Question

The reaction between potassium superoxide, \(\mathrm{KO}_{2}\), and \(\mathrm{CO}_{2}\), $$ 4 \mathrm{KO}_{2}+2 \mathrm{CO}_{2} \longrightarrow 2 \mathrm{~K}_{2} \mathrm{CO}_{3}+3 \mathrm{O}_{2} $$ is used as a source of \(\mathrm{O}_{2}\) and absorber of \(\mathrm{CO}_{2}\) in self-contained breathing equipment used by rescue workers. (a) How many moles of \(\mathrm{O}_{2}\) are produced when \(0.400 \mathrm{~mol}\) of \(\mathrm{KO}_{2}\) reacts in this fashion? (b) How many grams of \(\mathrm{KO}_{2}\) are needed to form \(7.50 \mathrm{~g}\) of \(\mathrm{O}_{2}\) ? (c) How many grams of \(\mathrm{CO}_{2}\) are used when \(7.50 \mathrm{~g}\) of \(\mathrm{O}_{2}\) are produced?

Short answer

(a) 0.300 moles of O₂ are produced when 0.400 moles of KO₂ react. (b) 22.22 grams of KO₂ are needed to form 7.50 grams of O₂. (c) 6.87 grams of CO₂ are used when 7.50 grams of O₂ are produced.

Step-by-step solution

a) Moles of O₂ produced from 0.400 mol KO₂

Given the balanced chemical equation: \( 4 KO_{2} + 2 CO_{2} \rightarrow 2 K_{2} CO_{3} + 3 O_{2} \) If 0.400 mol of KO₂ reacts, we want to find the moles of O₂ produced. We will use stoichiometry to perform this calculation: \( moles\, of\, O_{2} = \frac{moles\, of\, KO_{2}}{stoichiometric\, coefficient\, of\, KO_{2}} \times stoichiometric\, coefficient\, of\, O_{2} \) \(= \frac{0.400 \,mol}{4} \times 3 \) \(= 0.300 \, mol \, O_{2} \) So, 0.300 moles of O₂ are produced when 0.400 moles of KO₂ react.
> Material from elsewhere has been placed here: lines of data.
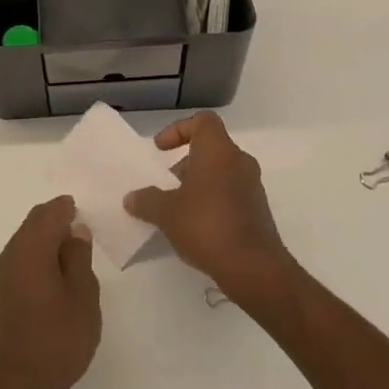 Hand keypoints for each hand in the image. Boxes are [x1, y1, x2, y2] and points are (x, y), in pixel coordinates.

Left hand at [0, 197, 100, 388]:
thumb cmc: (56, 341)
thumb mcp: (83, 298)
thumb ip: (79, 258)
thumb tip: (75, 231)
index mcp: (30, 250)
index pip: (48, 213)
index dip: (66, 208)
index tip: (83, 210)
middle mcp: (8, 256)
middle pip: (32, 225)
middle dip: (55, 221)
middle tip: (80, 229)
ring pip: (24, 244)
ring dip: (45, 241)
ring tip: (72, 255)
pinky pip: (19, 263)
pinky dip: (36, 259)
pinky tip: (53, 277)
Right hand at [124, 112, 299, 310]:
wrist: (253, 267)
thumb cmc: (207, 226)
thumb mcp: (166, 213)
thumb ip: (147, 200)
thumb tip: (132, 198)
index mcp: (219, 151)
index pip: (202, 121)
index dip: (178, 129)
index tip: (160, 149)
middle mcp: (239, 162)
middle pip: (210, 148)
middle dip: (184, 162)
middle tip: (165, 184)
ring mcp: (252, 186)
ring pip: (220, 172)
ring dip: (197, 183)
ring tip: (176, 208)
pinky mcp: (257, 210)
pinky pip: (229, 193)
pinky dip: (211, 200)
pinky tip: (195, 226) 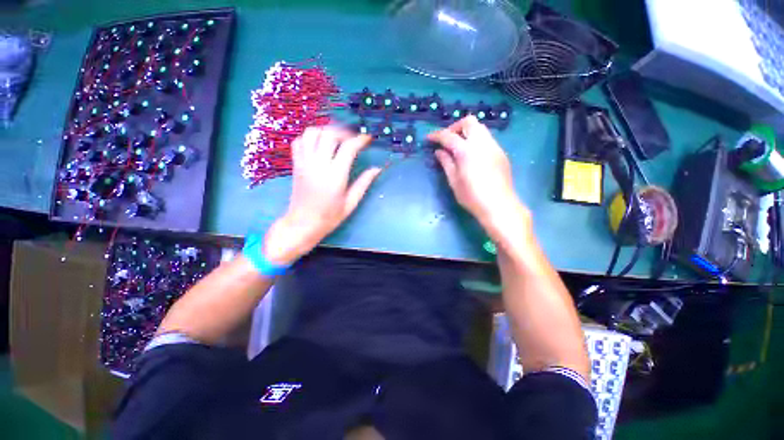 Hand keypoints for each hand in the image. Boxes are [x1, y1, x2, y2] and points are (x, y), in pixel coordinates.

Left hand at [264, 127, 380, 264]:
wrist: (302, 224)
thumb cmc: (329, 216)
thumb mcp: (351, 203)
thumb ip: (364, 183)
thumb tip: (377, 169)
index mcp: (335, 176)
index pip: (348, 148)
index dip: (360, 140)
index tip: (367, 139)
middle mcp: (318, 165)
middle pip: (329, 134)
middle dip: (344, 132)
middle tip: (353, 138)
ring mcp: (304, 162)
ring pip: (312, 133)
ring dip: (326, 130)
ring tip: (336, 138)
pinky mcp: (296, 164)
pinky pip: (299, 141)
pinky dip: (310, 137)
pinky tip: (319, 144)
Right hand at [427, 116, 528, 238]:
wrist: (499, 206)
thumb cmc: (472, 197)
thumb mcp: (454, 181)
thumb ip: (446, 163)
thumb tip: (439, 151)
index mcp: (467, 151)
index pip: (448, 136)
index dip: (437, 135)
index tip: (428, 138)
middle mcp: (482, 143)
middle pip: (469, 122)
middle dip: (455, 127)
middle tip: (447, 141)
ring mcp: (494, 146)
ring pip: (480, 128)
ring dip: (467, 133)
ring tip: (459, 147)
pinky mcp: (501, 153)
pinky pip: (487, 139)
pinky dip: (476, 140)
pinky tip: (472, 155)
b) Grams of KO₂ needed to form 7.50 grams of O₂

First, convert 7.50 grams of O₂ to moles using its molar mass: \( moles\, of\, O_{2} = \frac{7.50 \, g}{32.00 \, g/mol} = 0.234375 \, mol \) Now, use the stoichiometry to find moles of KO₂ needed: \( moles\, of\, KO_{2} = \frac{moles\, of\, O_{2}}{stoichiometric\, coefficient\, of\, O_{2}} \times stoichiometric\, coefficient\, of\, KO_{2} \) \(= \frac{0.234375 \,mol}{3} \times 4 \) \(= 0.312500 \, mol \, KO_{2} \) Finally, convert moles of KO₂ to grams using its molar mass: \( grams\, of\, KO_{2} = 0.312500 \, mol \times 71.10 \, g/mol \) \(= 22.22 \, g \, KO_{2} \) So, 22.22 grams of KO₂ are needed to form 7.50 grams of O₂.

c) Grams of CO₂ used when 7.50 grams of O₂ are produced

We already found the moles of O₂ (0.234375 mol) for 7.50 grams of O₂ production. Now, use stoichiometry to find moles of CO₂ used: \( moles\, of\, CO_{2} = \frac{moles\, of\, O_{2}}{stoichiometric\, coefficient\, of\, O_{2}} \times stoichiometric\, coefficient\, of\, CO_{2} \) \(= \frac{0.234375 \,mol}{3} \times 2 \) \(= 0.156250 \, mol \, CO_{2} \) Finally, convert moles of CO₂ to grams using its molar mass: \( grams\, of\, CO_{2} = 0.156250 \, mol \times 44.01 \, g/mol \) \(= 6.87 \, g \, CO_{2} \) So, 6.87 grams of CO₂ are used when 7.50 grams of O₂ are produced.